1. Introduction
History matching is defined as the act of adjusting a model of a reservoir until it closely reproduces the past behavior of a reservoir [
1]. Using decline curve analysis (DCA) to history match and estimate future production with high accuracy is challenging. The empirical approach of DCA has many limitations, specifically the need for several years of production to be able to estimate ultimate recovery with high certainty. The objective of any model that estimates reserves is basically to mitigate the risks in estimating future production and help build a sound economic analysis for a given reservoir. Achieving an accurate reserve estimation without the need of a significant period of production data is truly challenging. The common goal of all these production history matching and forecasting methods is to estimate reserves available for production by utilizing and understanding the available data.

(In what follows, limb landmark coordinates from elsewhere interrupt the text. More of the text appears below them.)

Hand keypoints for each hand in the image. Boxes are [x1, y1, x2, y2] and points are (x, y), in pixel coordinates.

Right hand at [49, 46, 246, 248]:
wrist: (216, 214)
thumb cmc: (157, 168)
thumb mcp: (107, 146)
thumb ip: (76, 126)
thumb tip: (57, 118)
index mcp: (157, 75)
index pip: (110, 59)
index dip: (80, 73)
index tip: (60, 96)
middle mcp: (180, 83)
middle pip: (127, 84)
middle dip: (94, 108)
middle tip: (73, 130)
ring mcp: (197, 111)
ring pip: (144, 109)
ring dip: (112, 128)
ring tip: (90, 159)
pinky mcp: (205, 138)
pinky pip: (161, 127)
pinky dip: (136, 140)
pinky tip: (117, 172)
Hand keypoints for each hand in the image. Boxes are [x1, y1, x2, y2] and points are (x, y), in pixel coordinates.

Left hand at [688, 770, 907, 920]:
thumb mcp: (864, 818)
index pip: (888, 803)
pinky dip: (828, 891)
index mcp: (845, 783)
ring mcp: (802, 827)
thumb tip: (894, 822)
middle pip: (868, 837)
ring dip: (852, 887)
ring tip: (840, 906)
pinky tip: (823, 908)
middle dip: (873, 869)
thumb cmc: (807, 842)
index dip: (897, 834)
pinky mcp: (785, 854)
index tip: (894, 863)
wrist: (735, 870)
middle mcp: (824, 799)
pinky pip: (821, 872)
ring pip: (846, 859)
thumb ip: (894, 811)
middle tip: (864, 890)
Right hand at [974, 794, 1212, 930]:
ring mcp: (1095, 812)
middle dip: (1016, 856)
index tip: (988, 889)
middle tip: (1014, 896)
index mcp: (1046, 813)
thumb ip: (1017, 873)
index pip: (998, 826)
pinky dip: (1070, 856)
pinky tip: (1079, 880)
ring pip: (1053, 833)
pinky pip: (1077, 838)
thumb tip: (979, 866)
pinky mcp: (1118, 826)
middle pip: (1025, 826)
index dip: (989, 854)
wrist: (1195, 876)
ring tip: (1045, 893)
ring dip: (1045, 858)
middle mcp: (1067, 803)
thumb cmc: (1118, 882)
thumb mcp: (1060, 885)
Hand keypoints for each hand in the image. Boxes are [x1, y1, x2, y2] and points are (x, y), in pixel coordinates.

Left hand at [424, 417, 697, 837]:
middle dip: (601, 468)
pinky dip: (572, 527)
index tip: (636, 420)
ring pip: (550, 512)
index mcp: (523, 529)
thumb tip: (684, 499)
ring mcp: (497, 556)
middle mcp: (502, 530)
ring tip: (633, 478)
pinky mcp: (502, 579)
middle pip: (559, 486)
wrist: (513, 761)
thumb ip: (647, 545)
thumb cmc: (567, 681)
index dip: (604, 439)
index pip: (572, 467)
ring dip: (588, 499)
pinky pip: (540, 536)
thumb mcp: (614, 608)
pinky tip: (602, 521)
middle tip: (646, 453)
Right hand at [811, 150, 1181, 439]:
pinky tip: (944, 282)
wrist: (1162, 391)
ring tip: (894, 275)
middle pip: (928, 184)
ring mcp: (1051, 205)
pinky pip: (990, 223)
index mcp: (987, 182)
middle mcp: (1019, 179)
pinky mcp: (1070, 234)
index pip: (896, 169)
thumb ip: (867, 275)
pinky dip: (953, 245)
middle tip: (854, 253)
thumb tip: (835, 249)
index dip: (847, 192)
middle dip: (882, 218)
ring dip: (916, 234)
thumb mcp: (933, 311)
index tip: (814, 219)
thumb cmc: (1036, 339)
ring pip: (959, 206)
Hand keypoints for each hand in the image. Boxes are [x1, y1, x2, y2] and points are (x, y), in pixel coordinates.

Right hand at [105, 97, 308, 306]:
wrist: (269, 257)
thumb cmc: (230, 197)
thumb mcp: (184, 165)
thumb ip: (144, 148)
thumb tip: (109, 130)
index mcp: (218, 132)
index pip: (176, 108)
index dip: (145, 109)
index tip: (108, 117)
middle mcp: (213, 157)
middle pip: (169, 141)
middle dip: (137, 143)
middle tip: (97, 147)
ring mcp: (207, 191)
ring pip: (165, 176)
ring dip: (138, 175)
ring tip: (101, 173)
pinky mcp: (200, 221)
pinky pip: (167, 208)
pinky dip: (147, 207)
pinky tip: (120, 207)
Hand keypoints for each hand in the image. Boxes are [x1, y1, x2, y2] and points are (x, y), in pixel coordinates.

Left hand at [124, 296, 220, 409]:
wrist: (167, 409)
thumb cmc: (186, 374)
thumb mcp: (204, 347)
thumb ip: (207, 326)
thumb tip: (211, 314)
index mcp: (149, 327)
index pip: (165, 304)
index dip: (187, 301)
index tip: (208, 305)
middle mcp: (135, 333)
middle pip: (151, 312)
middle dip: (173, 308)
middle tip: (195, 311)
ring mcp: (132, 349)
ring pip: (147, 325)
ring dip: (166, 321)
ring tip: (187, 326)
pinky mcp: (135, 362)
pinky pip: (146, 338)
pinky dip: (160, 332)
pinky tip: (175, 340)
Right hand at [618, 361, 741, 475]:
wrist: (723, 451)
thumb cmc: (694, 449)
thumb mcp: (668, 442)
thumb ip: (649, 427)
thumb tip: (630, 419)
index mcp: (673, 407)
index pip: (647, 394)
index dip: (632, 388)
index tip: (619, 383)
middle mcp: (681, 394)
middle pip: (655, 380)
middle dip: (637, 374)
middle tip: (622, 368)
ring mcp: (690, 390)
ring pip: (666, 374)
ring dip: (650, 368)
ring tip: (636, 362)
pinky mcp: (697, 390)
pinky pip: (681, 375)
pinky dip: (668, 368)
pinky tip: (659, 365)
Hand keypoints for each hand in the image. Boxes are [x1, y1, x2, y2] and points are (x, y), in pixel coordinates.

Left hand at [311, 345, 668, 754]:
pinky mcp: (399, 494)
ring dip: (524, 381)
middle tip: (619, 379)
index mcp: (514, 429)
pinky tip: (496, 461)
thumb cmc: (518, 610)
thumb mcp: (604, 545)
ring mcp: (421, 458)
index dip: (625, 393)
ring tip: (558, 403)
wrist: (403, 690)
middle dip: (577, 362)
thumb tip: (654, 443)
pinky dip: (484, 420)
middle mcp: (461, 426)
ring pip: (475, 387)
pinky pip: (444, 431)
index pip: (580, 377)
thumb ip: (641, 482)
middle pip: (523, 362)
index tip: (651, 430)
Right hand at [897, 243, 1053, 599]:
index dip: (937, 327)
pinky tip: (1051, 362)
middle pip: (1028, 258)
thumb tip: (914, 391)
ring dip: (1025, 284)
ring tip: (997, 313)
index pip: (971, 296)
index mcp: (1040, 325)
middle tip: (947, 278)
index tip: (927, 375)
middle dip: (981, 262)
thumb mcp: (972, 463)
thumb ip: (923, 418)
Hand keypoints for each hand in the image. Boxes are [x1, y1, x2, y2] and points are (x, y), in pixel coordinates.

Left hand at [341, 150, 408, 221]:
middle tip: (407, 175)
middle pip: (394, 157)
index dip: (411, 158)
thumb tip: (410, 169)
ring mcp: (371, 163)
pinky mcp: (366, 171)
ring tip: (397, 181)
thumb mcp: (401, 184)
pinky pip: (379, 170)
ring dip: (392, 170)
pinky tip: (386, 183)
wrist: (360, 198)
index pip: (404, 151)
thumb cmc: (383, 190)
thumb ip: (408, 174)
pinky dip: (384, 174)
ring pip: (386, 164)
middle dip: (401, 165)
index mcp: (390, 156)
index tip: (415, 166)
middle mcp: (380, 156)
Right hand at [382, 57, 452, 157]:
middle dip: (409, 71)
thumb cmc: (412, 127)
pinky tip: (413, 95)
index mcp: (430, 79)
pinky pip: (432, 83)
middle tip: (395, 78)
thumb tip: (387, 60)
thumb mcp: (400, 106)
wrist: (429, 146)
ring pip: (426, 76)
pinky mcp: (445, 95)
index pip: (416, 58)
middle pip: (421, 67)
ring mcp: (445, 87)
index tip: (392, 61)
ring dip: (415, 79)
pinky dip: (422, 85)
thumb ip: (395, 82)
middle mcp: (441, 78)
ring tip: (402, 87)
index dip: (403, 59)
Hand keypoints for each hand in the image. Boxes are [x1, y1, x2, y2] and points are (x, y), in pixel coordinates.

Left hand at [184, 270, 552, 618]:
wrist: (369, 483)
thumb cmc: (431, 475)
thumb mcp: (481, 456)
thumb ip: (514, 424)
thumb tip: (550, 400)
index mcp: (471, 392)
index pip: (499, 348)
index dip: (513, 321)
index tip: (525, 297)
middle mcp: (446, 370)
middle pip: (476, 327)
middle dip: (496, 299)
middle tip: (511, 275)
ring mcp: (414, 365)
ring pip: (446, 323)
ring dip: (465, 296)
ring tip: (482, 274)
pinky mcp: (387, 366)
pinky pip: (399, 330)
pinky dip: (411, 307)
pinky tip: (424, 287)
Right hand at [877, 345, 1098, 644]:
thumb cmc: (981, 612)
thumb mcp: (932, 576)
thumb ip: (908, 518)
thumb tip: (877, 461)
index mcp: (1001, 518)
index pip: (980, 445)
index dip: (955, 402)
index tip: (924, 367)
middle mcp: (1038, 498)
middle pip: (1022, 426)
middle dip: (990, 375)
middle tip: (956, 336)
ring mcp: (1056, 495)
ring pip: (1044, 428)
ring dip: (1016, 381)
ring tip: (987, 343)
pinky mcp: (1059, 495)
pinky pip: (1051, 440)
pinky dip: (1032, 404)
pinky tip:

DCA has been used to forecast production since its development by Arps in 1945 [
2]. In unconventional reservoirs (ultra-low permeability reservoirs), using the classic Arps exponential, harmonic, and hyperbolic DCA equations is unrealistic and leads to substantial risk of overstating reserves. The main reason behind this is the fact that the Arps model is developed for reservoirs undergoing boundary-dominated flow (BDF), which is nearly unreachable as a flow behavior in ultra-low permeability reservoirs. The dominant flow behavior throughout much of—and possibly the entire life of—an ultra-low permeability well is transient flow.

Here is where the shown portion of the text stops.